What the task requires
Make an exact copy of every record that follows.

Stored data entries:
● ● ●

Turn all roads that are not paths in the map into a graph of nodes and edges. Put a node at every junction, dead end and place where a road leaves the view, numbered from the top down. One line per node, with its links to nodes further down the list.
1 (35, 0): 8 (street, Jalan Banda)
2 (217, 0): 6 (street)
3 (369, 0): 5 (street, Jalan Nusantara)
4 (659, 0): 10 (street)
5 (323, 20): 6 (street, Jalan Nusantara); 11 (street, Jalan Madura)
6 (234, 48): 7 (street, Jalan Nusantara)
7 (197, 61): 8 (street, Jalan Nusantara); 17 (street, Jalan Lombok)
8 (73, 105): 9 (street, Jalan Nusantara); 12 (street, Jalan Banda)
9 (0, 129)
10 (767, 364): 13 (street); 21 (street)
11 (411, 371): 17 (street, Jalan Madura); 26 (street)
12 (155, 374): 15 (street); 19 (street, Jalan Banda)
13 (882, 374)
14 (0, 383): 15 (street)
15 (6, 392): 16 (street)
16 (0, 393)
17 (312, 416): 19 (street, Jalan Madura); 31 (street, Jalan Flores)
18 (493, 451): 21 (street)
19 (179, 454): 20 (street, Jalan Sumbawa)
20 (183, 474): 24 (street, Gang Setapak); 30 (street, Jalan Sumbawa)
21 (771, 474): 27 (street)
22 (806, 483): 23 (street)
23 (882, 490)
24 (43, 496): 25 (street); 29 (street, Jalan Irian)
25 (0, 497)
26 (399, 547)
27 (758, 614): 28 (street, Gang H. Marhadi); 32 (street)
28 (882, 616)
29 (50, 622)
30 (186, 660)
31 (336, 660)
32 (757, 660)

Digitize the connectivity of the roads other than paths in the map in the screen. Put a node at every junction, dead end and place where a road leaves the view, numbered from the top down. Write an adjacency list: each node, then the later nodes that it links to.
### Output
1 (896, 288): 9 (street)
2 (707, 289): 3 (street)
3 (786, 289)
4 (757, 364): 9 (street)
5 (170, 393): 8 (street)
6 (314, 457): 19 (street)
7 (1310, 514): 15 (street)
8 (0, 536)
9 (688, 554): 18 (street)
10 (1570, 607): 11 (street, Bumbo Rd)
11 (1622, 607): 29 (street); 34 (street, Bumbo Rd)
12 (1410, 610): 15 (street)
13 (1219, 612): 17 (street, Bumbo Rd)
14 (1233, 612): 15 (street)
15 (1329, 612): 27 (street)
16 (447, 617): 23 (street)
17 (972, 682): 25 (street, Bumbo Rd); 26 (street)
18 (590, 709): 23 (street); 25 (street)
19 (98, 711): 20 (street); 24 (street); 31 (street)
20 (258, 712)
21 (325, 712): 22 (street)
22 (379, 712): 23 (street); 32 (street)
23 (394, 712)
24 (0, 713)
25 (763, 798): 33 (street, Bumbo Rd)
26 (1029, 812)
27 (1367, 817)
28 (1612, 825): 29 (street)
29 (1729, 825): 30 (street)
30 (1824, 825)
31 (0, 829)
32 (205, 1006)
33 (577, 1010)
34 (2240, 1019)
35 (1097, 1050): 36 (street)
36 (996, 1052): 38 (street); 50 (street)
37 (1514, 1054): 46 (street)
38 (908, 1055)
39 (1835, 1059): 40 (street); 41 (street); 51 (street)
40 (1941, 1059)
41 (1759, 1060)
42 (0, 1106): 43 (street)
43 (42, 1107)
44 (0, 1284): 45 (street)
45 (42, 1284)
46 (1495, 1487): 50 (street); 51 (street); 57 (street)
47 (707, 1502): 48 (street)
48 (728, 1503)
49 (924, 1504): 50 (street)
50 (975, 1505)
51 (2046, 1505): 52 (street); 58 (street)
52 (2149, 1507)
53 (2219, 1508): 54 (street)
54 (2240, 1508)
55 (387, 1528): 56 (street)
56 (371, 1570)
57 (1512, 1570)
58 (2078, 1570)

● ● ●

Answer
Turn all roads that are not paths in the map into a graph of nodes and edges. Put a node at every junction, dead end and place where a road leaves the view, numbered from the top down. One line per node, with its links to nodes further down the list.
1 (35, 0): 8 (street, Jalan Banda)
2 (217, 0): 6 (street)
3 (369, 0): 5 (street, Jalan Nusantara)
4 (659, 0): 10 (street)
5 (323, 20): 6 (street, Jalan Nusantara); 11 (street, Jalan Madura)
6 (234, 48): 7 (street, Jalan Nusantara)
7 (197, 61): 8 (street, Jalan Nusantara); 17 (street, Jalan Lombok)
8 (73, 105): 9 (street, Jalan Nusantara); 12 (street, Jalan Banda)
9 (0, 129)
10 (767, 364): 13 (street); 21 (street)
11 (411, 371): 17 (street, Jalan Madura); 26 (street)
12 (155, 374): 15 (street); 19 (street, Jalan Banda)
13 (882, 374)
14 (0, 383): 15 (street)
15 (6, 392): 16 (street)
16 (0, 393)
17 (312, 416): 19 (street, Jalan Madura); 31 (street, Jalan Flores)
18 (493, 451): 21 (street)
19 (179, 454): 20 (street, Jalan Sumbawa)
20 (183, 474): 24 (street, Gang Setapak); 30 (street, Jalan Sumbawa)
21 (771, 474): 27 (street)
22 (806, 483): 23 (street)
23 (882, 490)
24 (43, 496): 25 (street); 29 (street, Jalan Irian)
25 (0, 497)
26 (399, 547)
27 (758, 614): 28 (street, Gang H. Marhadi); 32 (street)
28 (882, 616)
29 (50, 622)
30 (186, 660)
31 (336, 660)
32 (757, 660)

Digitize the connectivity of the roads other than paths in the map in the screen. Put a node at every junction, dead end and place where a road leaves the view, numbered from the top down. Write an adjacency list: each node, then the later nodes that it links to.
### Output
1 (896, 288): 9 (street)
2 (707, 289): 3 (street)
3 (786, 289)
4 (757, 364): 9 (street)
5 (170, 393): 8 (street)
6 (314, 457): 19 (street)
7 (1310, 514): 15 (street)
8 (0, 536)
9 (688, 554): 18 (street)
10 (1570, 607): 11 (street, Bumbo Rd)
11 (1622, 607): 29 (street); 34 (street, Bumbo Rd)
12 (1410, 610): 15 (street)
13 (1219, 612): 17 (street, Bumbo Rd)
14 (1233, 612): 15 (street)
15 (1329, 612): 27 (street)
16 (447, 617): 23 (street)
17 (972, 682): 25 (street, Bumbo Rd); 26 (street)
18 (590, 709): 23 (street); 25 (street)
19 (98, 711): 20 (street); 24 (street); 31 (street)
20 (258, 712)
21 (325, 712): 22 (street)
22 (379, 712): 23 (street); 32 (street)
23 (394, 712)
24 (0, 713)
25 (763, 798): 33 (street, Bumbo Rd)
26 (1029, 812)
27 (1367, 817)
28 (1612, 825): 29 (street)
29 (1729, 825): 30 (street)
30 (1824, 825)
31 (0, 829)
32 (205, 1006)
33 (577, 1010)
34 (2240, 1019)
35 (1097, 1050): 36 (street)
36 (996, 1052): 38 (street); 50 (street)
37 (1514, 1054): 46 (street)
38 (908, 1055)
39 (1835, 1059): 40 (street); 41 (street); 51 (street)
40 (1941, 1059)
41 (1759, 1060)
42 (0, 1106): 43 (street)
43 (42, 1107)
44 (0, 1284): 45 (street)
45 (42, 1284)
46 (1495, 1487): 50 (street); 51 (street); 57 (street)
47 (707, 1502): 48 (street)
48 (728, 1503)
49 (924, 1504): 50 (street)
50 (975, 1505)
51 (2046, 1505): 52 (street); 58 (street)
52 (2149, 1507)
53 (2219, 1508): 54 (street)
54 (2240, 1508)
55 (387, 1528): 56 (street)
56 (371, 1570)
57 (1512, 1570)
58 (2078, 1570)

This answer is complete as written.